Siendo joven, o no tan mayorcito como parece que me estoy convirtiendo, recuerdo que asistí a una conferencia que impartía Fernando Savater precisamente sobre el tema de la felicidad. Después de varios circunloquios, citas, derivaciones; después de una palabra envolvente y un verbo fluido, de subidas y bajadas incesantes por los cerros de Úbeda, aproximaciones y distanciamientos, el eximio profesor vino a concluir que la felicidad no consistía en otra cosa sino en tener algo importante de lo que ocuparse. En estar entretenidos, en definitiva. Pero a ese entretenimiento le añadía la coletilla de que debía ser algo que nos arrastrara, un objetivo firme y claro en nuestra vida; algo a conseguir, algo a lo que dedicarse con pasión. Y no le faltaba razón al profesor. Cuando nos entregamos de corazón a una tarea que literalmente nos absorbe el tiempo y la vida, parece que pasan a segundo plano el sentir rutinario al que se acomodan los días, el tributo a una naturaleza asaz agobiante o la servidumbre a que nos incita el pacto con lo social. Sin embargo, a pesar de coincidir con Savater en lo básico salí insatisfecho de las conclusiones de aquella conferencia, ya que, a mi modo de ver, sin dejar de ser cierta su definición de la felicidad, se quedaba un tanto a ras de suelo, pedestre, corta. Por de pronto, pensé, adolecía de dos rasgos que no podían faltar en un hombre feliz: la paz interior y la sensación de plenitud.
Que la medida de la felicidad la da el hombre feliz, como paradigma, no ofrece la menor duda al sentido común, pero si echamos una mirada por nuestro entorno comprobamos qué pocos son los felices, y esta circunstancia supone algo que hasta cierto punto puede descorazonarnos. Quizá sea debido a una incapacidad implícita de nuestra naturaleza, una suerte de adolencia básica, aunque tal vez pudiera ser que no nos han enseñado a ser felices. Los sistemas educativos tienden a delinear correctamente el orden de nuestras ideas en cuanto a que estas sean funcionales, esto es, obedezcan, utilizando cierta terminología, a intereses puramente instrumentales; pero tales sistemas, hoy por hoy, inciden poco y malamente en el mundo de nuestros afectos y emociones o en cómo se ha de realizar la corrección de nuestra conducta en aras de la consecución de la felicidad. Preciso que cuando hablo de educación, o sistemas educativos, lo hago en un sentido amplio y no me refiero únicamente a las mescolanzas que se imparten en nuestros centros de enseñanza, sino a los ejemplos o modelos que nos ofrece la calle o la televisión, a esa atmósfera insoslayable y malversada que impregna nuestro mundo. El caso es que no se nos enseña a ser felices y, a lo que se deduce, ocurre justamente lo contrario: parece que nos han deformado para no serlo. Nadie, repito, parece ser feliz del todo, por lo que este tema adquiere carácter de urgencia.

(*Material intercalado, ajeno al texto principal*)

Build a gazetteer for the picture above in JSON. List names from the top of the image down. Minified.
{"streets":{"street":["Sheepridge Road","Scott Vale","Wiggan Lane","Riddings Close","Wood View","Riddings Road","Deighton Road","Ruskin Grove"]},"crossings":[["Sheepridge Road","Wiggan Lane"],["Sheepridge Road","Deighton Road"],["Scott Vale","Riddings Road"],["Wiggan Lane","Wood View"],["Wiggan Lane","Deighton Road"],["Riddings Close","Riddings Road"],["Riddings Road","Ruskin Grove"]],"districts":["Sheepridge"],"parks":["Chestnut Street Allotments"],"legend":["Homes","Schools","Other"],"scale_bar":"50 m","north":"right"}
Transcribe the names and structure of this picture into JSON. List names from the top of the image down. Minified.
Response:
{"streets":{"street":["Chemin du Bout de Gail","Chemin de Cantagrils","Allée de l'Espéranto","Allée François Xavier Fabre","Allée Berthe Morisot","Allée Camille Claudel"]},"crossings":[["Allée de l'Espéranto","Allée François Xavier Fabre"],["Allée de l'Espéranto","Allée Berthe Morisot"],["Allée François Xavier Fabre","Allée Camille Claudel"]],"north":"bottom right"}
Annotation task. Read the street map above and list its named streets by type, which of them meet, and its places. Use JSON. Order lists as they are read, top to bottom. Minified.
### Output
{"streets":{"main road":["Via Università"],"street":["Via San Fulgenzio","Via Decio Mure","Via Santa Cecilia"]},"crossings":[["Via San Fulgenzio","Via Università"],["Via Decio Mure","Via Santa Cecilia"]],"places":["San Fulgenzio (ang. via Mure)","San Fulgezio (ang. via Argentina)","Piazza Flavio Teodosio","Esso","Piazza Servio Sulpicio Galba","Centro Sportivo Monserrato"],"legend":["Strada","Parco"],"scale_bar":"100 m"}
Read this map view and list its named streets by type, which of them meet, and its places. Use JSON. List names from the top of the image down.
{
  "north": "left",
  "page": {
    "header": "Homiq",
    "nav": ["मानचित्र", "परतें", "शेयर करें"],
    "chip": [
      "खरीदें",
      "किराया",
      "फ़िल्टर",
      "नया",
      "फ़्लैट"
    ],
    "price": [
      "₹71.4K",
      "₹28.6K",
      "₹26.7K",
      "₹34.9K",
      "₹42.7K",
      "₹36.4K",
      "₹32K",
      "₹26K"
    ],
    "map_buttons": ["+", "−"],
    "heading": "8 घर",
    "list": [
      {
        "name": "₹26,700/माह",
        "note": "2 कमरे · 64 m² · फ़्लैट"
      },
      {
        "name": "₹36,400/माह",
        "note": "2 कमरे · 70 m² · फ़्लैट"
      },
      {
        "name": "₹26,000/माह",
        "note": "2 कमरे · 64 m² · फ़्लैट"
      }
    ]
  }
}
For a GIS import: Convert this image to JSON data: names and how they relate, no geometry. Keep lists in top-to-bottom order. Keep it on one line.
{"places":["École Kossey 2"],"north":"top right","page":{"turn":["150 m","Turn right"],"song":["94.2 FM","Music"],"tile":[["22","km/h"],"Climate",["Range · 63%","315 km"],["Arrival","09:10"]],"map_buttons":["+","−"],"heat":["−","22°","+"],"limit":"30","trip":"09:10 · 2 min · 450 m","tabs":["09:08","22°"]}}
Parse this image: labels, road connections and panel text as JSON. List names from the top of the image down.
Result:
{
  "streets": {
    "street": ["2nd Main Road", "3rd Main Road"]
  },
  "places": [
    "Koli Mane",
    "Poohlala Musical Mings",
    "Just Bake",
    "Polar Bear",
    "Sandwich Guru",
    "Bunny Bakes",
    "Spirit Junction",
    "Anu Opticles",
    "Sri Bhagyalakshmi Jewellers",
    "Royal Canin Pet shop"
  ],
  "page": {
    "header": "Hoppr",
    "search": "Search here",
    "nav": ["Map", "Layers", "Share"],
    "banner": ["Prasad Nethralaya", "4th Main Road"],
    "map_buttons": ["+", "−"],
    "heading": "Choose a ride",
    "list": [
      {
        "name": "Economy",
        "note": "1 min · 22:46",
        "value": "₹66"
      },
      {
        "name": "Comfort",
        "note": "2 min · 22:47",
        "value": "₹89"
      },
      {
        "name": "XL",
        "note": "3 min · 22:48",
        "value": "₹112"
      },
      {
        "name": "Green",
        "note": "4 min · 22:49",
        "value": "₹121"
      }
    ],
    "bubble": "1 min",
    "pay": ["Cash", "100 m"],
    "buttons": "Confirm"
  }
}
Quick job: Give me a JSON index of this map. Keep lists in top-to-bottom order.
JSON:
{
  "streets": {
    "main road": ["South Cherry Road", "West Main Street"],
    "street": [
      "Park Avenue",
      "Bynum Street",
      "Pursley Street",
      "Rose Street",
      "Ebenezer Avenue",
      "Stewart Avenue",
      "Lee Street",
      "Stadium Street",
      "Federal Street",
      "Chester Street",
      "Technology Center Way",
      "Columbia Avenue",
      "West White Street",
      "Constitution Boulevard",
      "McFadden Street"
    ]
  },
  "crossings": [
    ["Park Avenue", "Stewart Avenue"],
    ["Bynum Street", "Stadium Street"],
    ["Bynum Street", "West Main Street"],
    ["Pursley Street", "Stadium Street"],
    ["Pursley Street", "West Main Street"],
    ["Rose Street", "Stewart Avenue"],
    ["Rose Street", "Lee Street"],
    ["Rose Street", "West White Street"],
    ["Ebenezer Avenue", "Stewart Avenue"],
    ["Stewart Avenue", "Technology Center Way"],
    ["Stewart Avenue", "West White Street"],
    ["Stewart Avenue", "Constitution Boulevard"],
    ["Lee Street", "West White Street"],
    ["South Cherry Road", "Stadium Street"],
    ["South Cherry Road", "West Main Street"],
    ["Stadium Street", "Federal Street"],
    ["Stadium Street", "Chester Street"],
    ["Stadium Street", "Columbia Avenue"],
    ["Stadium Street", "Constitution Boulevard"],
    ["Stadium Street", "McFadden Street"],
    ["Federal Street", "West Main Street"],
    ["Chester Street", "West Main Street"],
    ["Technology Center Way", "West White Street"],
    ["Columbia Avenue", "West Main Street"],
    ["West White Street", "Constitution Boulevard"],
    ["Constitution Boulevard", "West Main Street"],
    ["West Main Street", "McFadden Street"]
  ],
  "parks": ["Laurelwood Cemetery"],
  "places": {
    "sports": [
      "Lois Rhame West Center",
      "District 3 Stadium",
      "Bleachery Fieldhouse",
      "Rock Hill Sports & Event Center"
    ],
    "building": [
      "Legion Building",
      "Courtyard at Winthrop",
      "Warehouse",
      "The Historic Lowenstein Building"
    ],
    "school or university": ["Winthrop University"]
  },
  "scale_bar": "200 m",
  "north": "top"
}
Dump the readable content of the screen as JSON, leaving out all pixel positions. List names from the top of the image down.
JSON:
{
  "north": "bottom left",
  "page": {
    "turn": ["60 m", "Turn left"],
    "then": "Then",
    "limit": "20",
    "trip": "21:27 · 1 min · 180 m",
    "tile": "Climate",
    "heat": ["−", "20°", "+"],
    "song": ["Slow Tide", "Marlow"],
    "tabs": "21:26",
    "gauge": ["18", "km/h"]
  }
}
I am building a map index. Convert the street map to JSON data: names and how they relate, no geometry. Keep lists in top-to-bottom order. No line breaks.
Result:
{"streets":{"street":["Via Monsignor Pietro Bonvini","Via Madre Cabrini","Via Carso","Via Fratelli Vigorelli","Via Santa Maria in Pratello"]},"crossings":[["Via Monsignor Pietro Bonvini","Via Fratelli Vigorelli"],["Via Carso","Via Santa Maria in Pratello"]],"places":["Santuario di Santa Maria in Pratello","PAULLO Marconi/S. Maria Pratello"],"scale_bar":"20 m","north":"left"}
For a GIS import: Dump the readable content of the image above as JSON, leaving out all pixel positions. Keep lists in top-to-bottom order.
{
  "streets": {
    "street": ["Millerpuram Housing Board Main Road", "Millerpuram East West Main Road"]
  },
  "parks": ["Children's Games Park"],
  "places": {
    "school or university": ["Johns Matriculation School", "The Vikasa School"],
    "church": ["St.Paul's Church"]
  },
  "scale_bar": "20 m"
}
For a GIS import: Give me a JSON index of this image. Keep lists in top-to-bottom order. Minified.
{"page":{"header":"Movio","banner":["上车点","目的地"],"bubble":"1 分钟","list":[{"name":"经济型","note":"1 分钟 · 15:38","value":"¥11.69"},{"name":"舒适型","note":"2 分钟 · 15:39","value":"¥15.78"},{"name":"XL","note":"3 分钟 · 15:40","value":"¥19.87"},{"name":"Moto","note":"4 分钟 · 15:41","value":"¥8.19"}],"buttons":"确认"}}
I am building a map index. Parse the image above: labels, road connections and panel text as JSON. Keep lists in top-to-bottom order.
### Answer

¿Cómo abordarlo? Vayamos por partes, lo primero que habría que precisar es que —coincidiendo con Savater— difícilmente la felicidad puede consistir en la abulia, la pereza, el abandono, el no querer nada, algo que sólo puede abocar al relativismo en torno a los valores como antesala de lo que vendrá después: el nihilismo, el vacío interior, y sus concomitantes psicológicos, la angustia y la desesperación. En el mejor de los casos tal actitud nos llevaría a una mineralización de nuestro ser o a una consciencia gris extendida sobre la superficie de las cosas. El elemento pasión, pues, no contradice lo consustancial de la felicidad. Pero, ¿de qué pasión se trata? Ya Buda alertó sobre el hecho de que el deseo engendra dolor. El deseo no satisfecho produce frustración y ésta es tanto más dolorosa cuanto intenso es aquél. Pero aún si se satisface el deseo, éste no se extingue; así que engendra nuevos deseos con más celeridad, los que tratan de satisfacerse a toda costa envolviéndonos en un círculo de locura. En la tradición occidental este carácter proteico del deseo es comparado con la Hidra, aquella con la que luchó Hércules —hijo del cielo y de la tierra quien busca su morada celeste, es decir, trabaja en su realización—, el prototipo del héroe. Cuando, Hércules, en lucha denodada le cortaba una cabeza a la Hidra, a ésta le brotaban dos nuevas, lo que simboliza que el deseo satisfecho no se extingue sino que rebrota con más fuerza e intensidad. El héroe sólo pudo derrotar a la Hidra alzándola del suelo; de esta forma, al no tocar tierra, perdió su fuerza.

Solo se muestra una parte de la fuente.